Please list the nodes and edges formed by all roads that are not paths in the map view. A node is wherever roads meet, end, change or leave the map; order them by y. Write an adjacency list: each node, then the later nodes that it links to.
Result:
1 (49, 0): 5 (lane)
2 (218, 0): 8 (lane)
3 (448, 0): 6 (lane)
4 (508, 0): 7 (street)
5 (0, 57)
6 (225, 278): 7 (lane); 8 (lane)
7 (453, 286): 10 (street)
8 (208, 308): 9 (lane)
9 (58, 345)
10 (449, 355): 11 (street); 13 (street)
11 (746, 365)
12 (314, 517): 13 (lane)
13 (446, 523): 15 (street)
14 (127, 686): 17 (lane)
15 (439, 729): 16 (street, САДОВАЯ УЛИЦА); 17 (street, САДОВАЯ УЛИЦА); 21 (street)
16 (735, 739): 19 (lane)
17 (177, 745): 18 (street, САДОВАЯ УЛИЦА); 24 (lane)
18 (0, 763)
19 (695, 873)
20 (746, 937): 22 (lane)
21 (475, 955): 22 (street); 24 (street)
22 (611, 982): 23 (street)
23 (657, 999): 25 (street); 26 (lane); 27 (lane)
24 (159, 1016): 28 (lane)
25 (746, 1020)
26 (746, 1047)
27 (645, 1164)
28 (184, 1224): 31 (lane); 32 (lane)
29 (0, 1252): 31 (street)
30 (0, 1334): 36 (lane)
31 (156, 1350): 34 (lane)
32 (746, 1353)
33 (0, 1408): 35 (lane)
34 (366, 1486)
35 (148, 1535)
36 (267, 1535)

YOUR OBJECTIVE
A word-for-word restatement of every record above is expected.

TASK OUTPUT
Please list the nodes and edges formed by all roads that are not paths in the map view. A node is wherever roads meet, end, change or leave the map; order them by y. Write an adjacency list: each node, then the later nodes that it links to.
Result:
1 (49, 0): 5 (lane)
2 (218, 0): 8 (lane)
3 (448, 0): 6 (lane)
4 (508, 0): 7 (street)
5 (0, 57)
6 (225, 278): 7 (lane); 8 (lane)
7 (453, 286): 10 (street)
8 (208, 308): 9 (lane)
9 (58, 345)
10 (449, 355): 11 (street); 13 (street)
11 (746, 365)
12 (314, 517): 13 (lane)
13 (446, 523): 15 (street)
14 (127, 686): 17 (lane)
15 (439, 729): 16 (street, САДОВАЯ УЛИЦА); 17 (street, САДОВАЯ УЛИЦА); 21 (street)
16 (735, 739): 19 (lane)
17 (177, 745): 18 (street, САДОВАЯ УЛИЦА); 24 (lane)
18 (0, 763)
19 (695, 873)
20 (746, 937): 22 (lane)
21 (475, 955): 22 (street); 24 (street)
22 (611, 982): 23 (street)
23 (657, 999): 25 (street); 26 (lane); 27 (lane)
24 (159, 1016): 28 (lane)
25 (746, 1020)
26 (746, 1047)
27 (645, 1164)
28 (184, 1224): 31 (lane); 32 (lane)
29 (0, 1252): 31 (street)
30 (0, 1334): 36 (lane)
31 (156, 1350): 34 (lane)
32 (746, 1353)
33 (0, 1408): 35 (lane)
34 (366, 1486)
35 (148, 1535)
36 (267, 1535)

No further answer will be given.